The direct answer, expanded
Every meta-analysis of collagen supplements in the peer-reviewed literature treats "hydrolysed collagen," "collagen peptides," and "collagen hydrolysate" as synonymous (4). The manufacturing process is the same: raw collagen (usually from bovine hide, marine skin, or porcine tissue) is treated with acid or alkali, then with proteolytic enzymes, then filtered and spray-dried. What comes out of the process is what you buy — regardless of what the front of the tub says.
The chemistry does not care what the marketing team calls it. Once ingested, the same small fraction of bioactive dipeptides (chiefly Pro-Hyp and Hyp-Gly) survives digestion and reaches circulation (2,3). The same amino acids join the general amino-acid pool. The same signalling effects on fibroblasts and chondrocytes occur. The clinical evidence for skin, joint, and bone outcomes applies to both terminology sets identically.
For the fuller explanation of what these products actually are and how they work, see our dedicated article on hydrolysed collagen peptides.
So why do both names persist?
Three reasons, in decreasing order of significance.
Historical — the pharmaceutical name came first
"Hydrolysed collagen" or "collagen hydrolysate" is the older, more chemically precise term. It describes what the material is: collagen that has been hydrolysed (broken by water and enzyme action). This is the term the food-science literature and older pharmaceutical texts use (1). When the ingredient entered the consumer supplement market in a significant way in the 2010s, the industry looked for a name that sounded more targeted and modern — and "collagen peptides" fit the moment.
Marketing — "peptides" sounds better than "hydrolysed"
"Peptides" reads as biologically active and precise. "Hydrolysed" reads as chemically processed — which is factually accurate but consumer-adjacent language leans toward the former.
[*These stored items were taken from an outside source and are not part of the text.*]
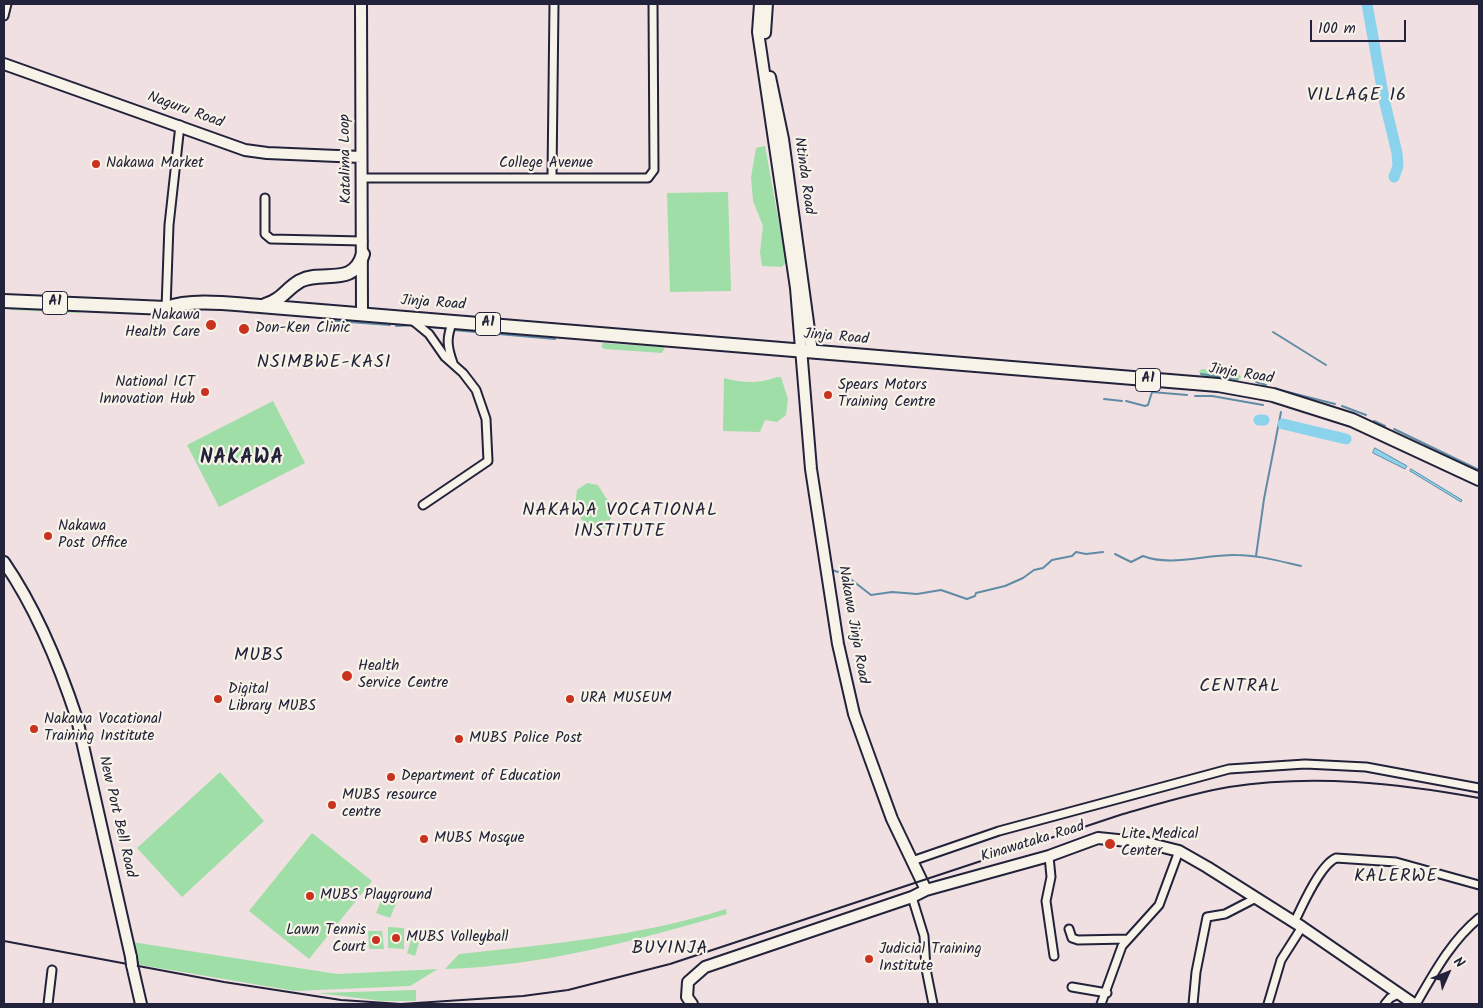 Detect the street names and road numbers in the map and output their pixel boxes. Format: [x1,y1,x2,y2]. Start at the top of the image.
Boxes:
street label: Naguru Road [144,89,226,133]
street label: Katalima Loop [337,114,357,204]
street label: Ntinda Road [789,136,817,216]
street label: College Avenue [499,155,593,173]
road number: A1 [42,292,68,314]
street label: Jinja Road [400,293,466,315]
road number: A1 [476,312,500,336]
street label: Jinja Road [803,326,869,350]
street label: Jinja Road [1207,361,1275,389]
road number: A1 [1136,368,1160,392]
street label: Nakawa Jinja Road [833,564,871,686]
street label: New Port Bell Road [93,754,139,880]
street label: Kinawataka Road [979,819,1087,867] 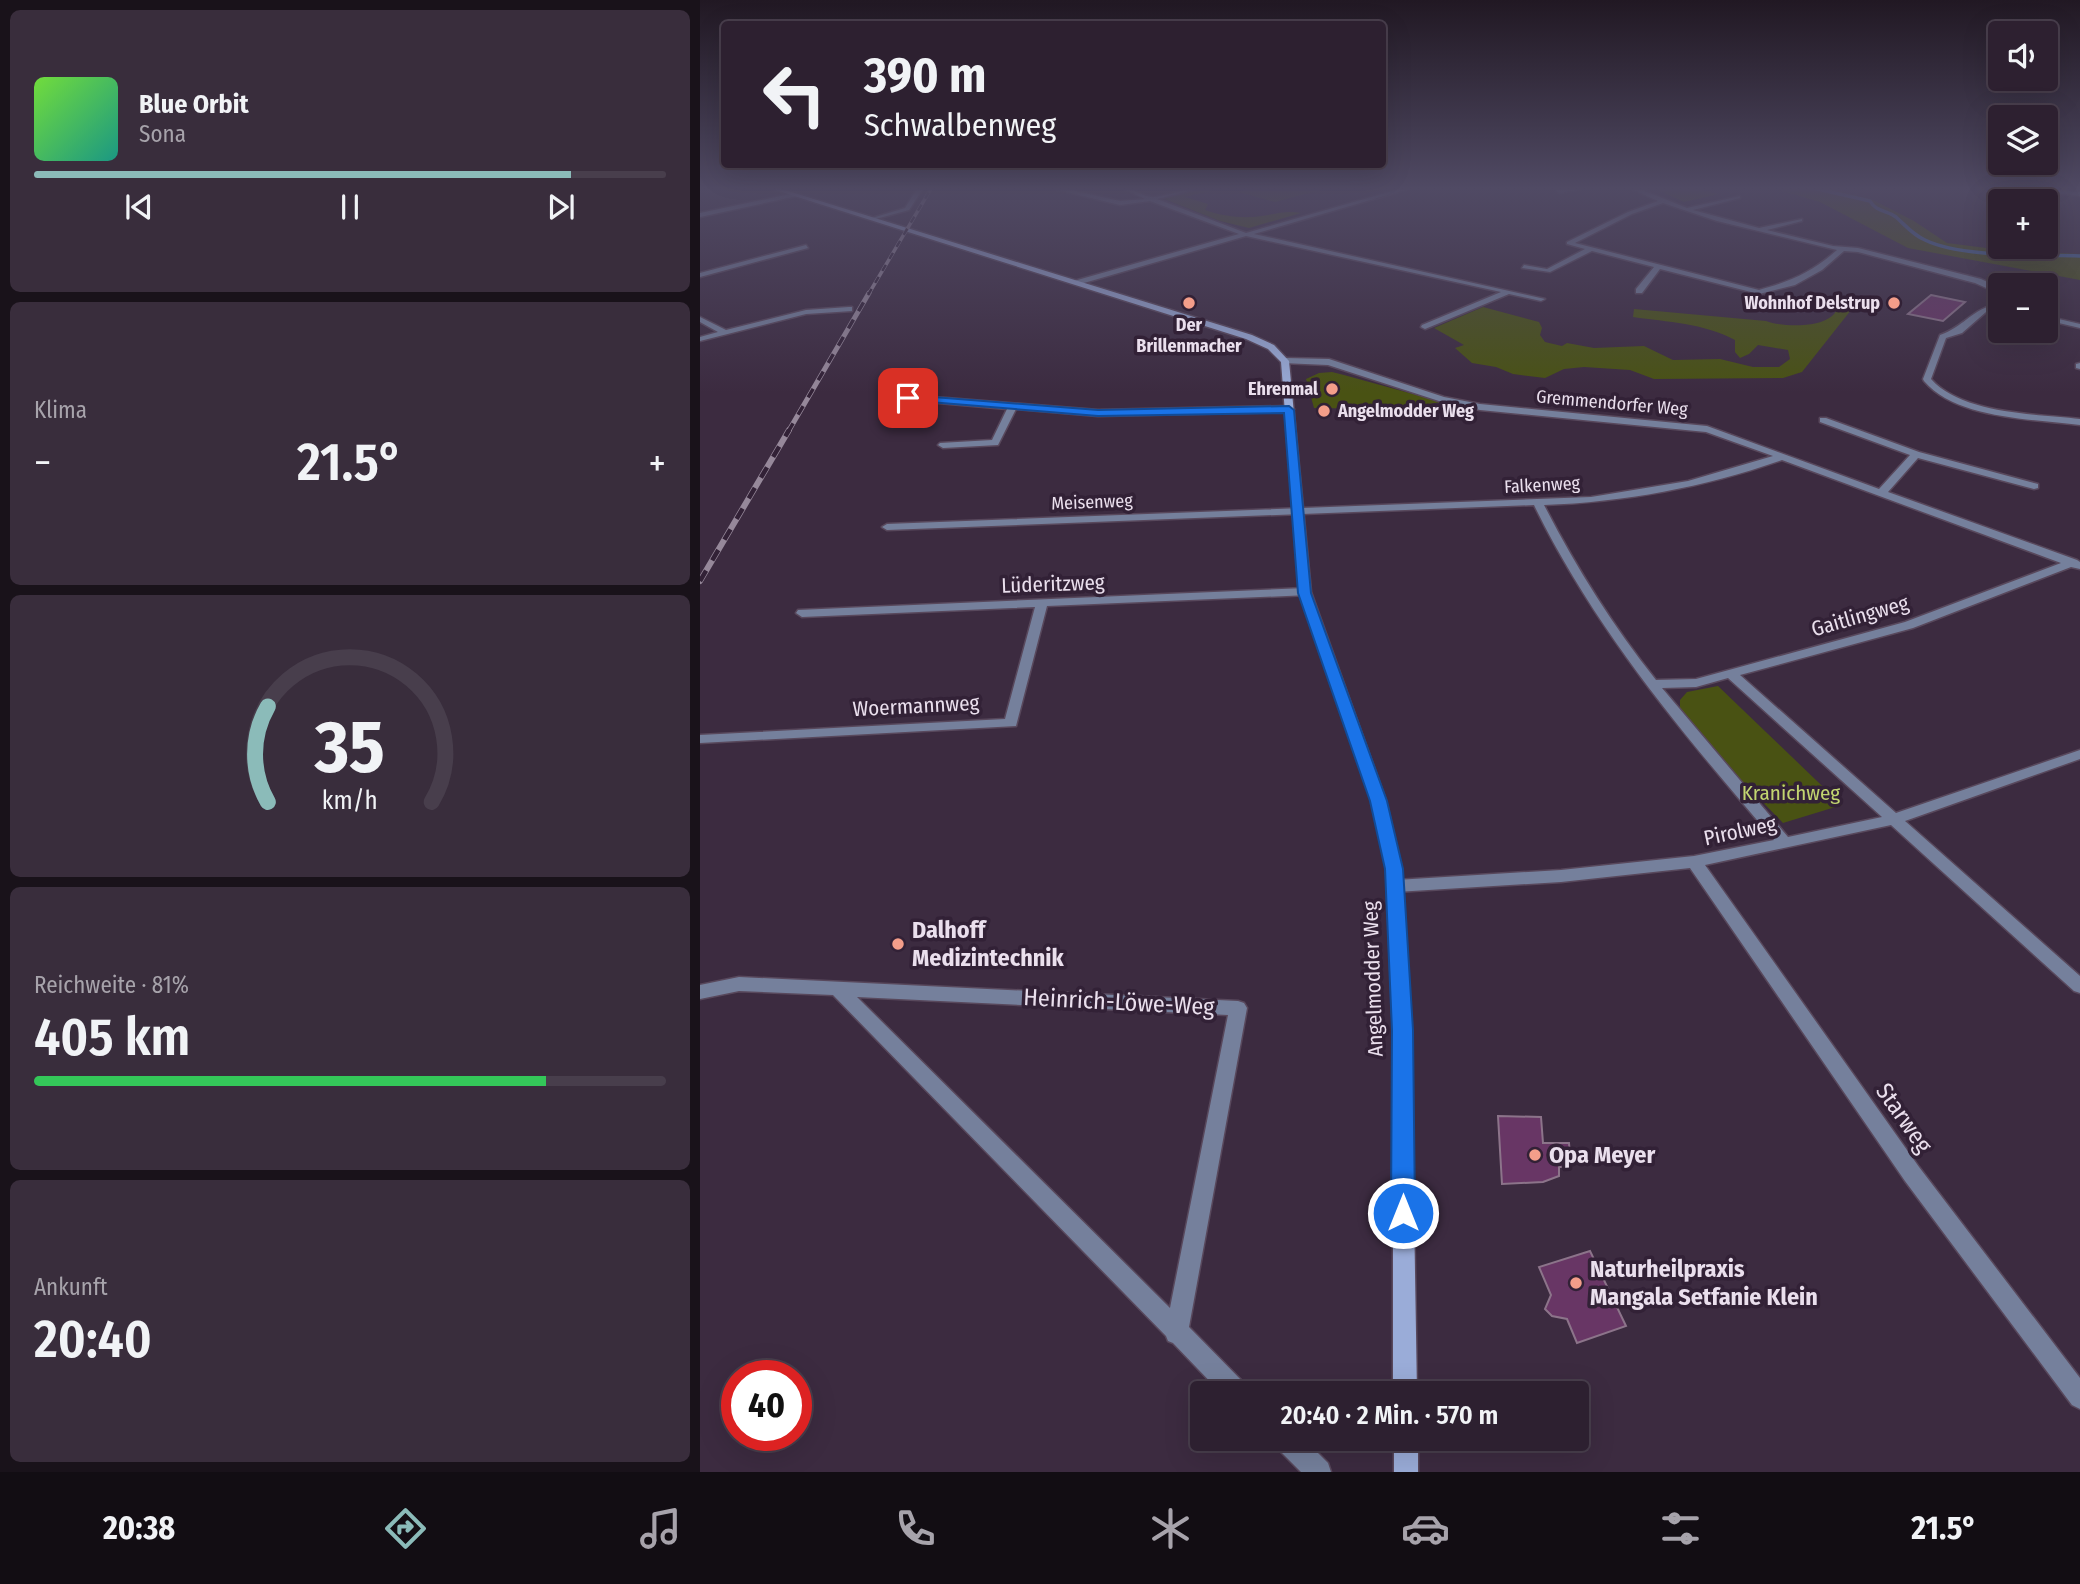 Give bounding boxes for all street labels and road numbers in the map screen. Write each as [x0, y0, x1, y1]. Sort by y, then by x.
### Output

Newer brands that entered the market in the 2015–2020 period largely chose "collagen peptides" for consumer-facing packaging. Older brands and those with pharmaceutical roots tend to keep "hydrolysed collagen." Both are describing the same enzymatic product.
Regional variation
"Collagen peptides" is more common in North American consumer marketing; "hydrolysed collagen" (or the American spelling "hydrolyzed collagen") is more common in scientific literature and European pharmaceutical contexts. "Collagen hydrolysate" is common in Japanese research (where much of the mechanism work was done) and in industry technical documentation.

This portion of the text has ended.